11 min readDec 6, 2024

If you think you need to spend $2,000 on a 180-day program to become a data scientist, then listen to me for a minute.

I understand that learning data science can be really challenging, especially when you’re just starting out, because you don’t know what you need to know.

But it doesn’t have to be this way.

That’s why I spent weeks creating the perfect roadmap to help you land your first data science job.

Here’s what it contains:

  1. A 42 weeks roadmap with study resources
  2. 30+ practice problems for each topic
  3. A discord community
  4. A resources hub that contains:
  • Free-to-read books
  • YouTube channels for data scientists
  • Free courses
  • Top GitHub repositories
  • Free APIs
  • List of data science communities to join
  • Project ideas
  • And much more…

If this sounds exciting, you can grab it right now by clicking here.

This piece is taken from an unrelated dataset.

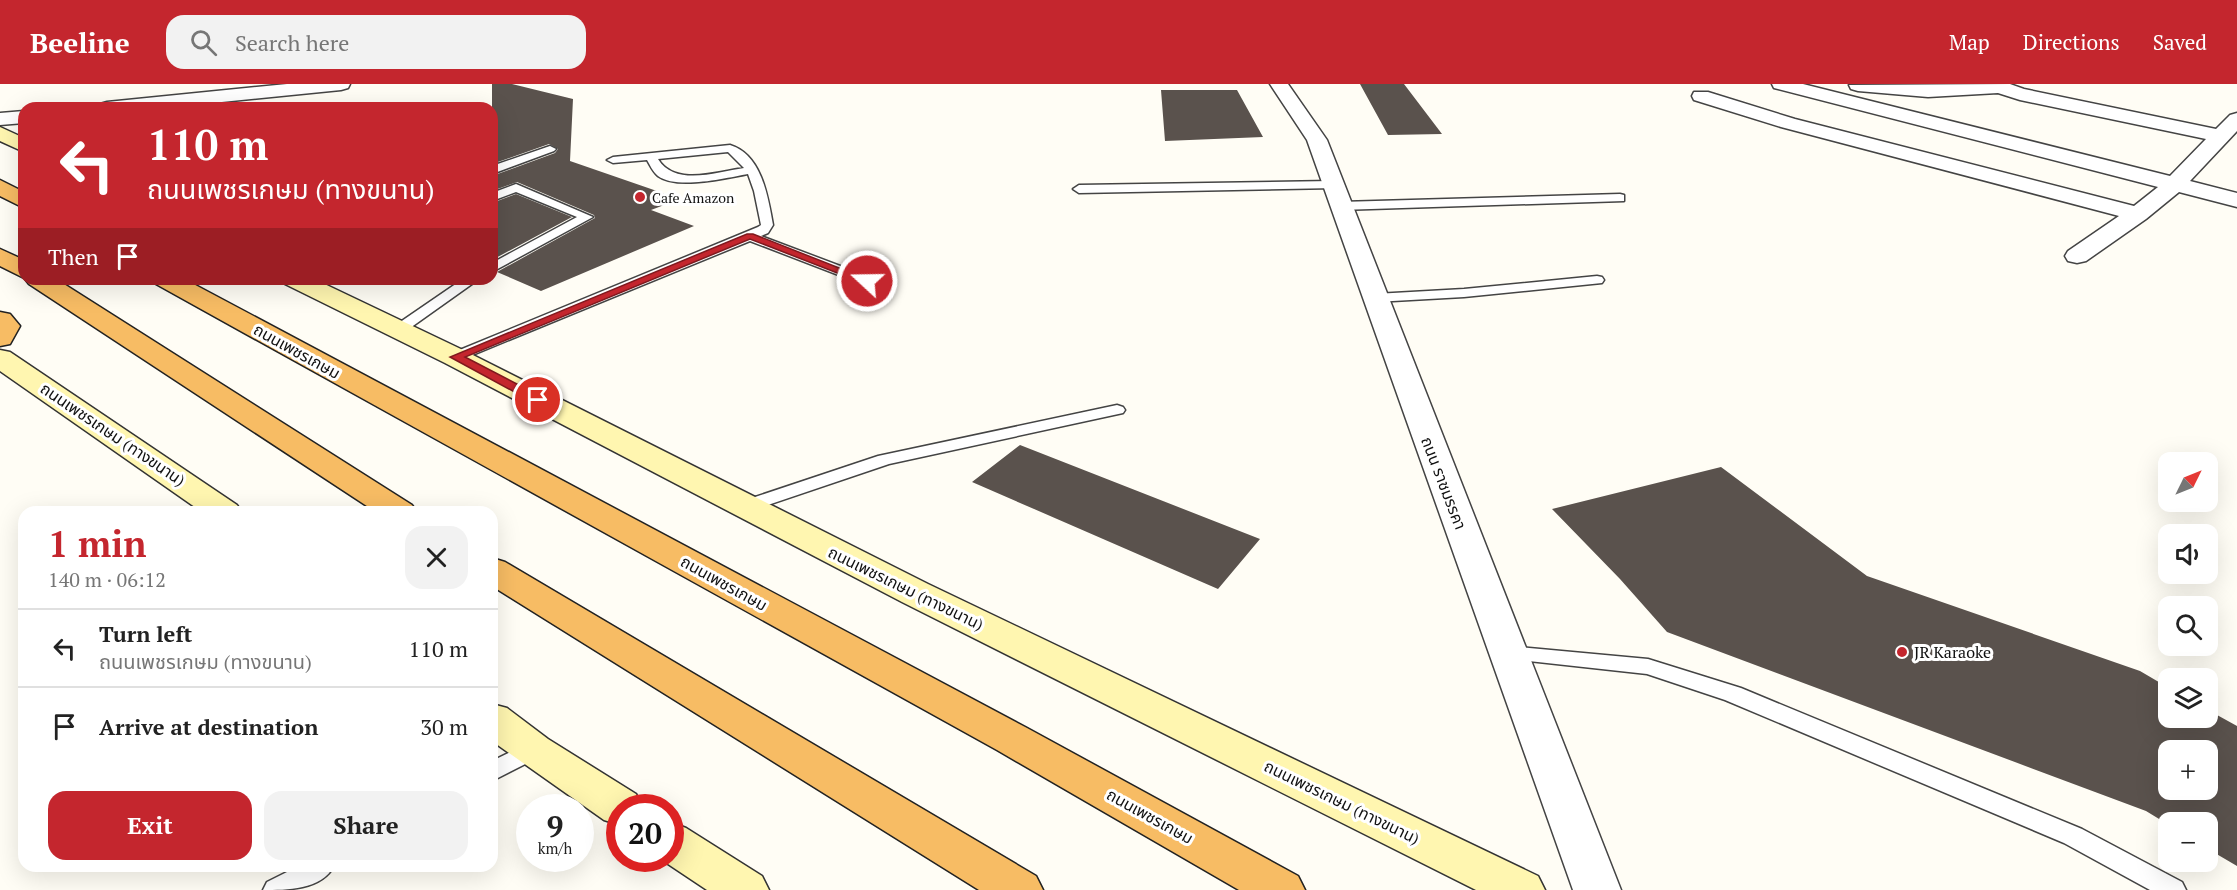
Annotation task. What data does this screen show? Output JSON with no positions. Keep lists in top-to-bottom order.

Now let’s get back to the blog:

1. Introduction

“Optimization is not just a process; it’s an art.”

If you’ve ever trained a neural network, you’ve likely encountered the famous optimizer.step() in PyTorch. It’s a line of code that seems simple — almost too simple.

But as with many things in deep learning, there’s a lot going on under the hood.

Understanding this function is critical if you’re aiming to debug training anomalies, tweak optimization strategies, or build custom optimizers for cutting-edge research.

Here’s the deal: most tutorials introduce optimizer.step() as part of the training loop and quickly move on. But if you’re here, you’re not looking for a surface-level explanation.

This guide dives deep into how optimizer.step() works, why it’s essential, and how you can leverage its mechanics for advanced workflows.

Whether you’re troubleshooting vanishing gradients, experimenting with new optimization techniques, or fine-tuning your model for production, mastering this one line of code can make all the difference.

This guide assumes you’ve worked with PyTorch before and are familiar with basic training loops. Together, we’ll go beyond the basics and uncover what happens when optimizer.step() gets called — and why that matters.

2. Optimizer Basics Recap (Advanced Context)

“To optimize something, you first need to know what you’re optimizing.”

Before we dissect optimizer.step(), let’s revisit the optimizer’s role in training — but from an advanced perspective.

The optimizer’s job is straightforward yet powerful: it updates your model’s parameters based on the gradients computed during backpropagation.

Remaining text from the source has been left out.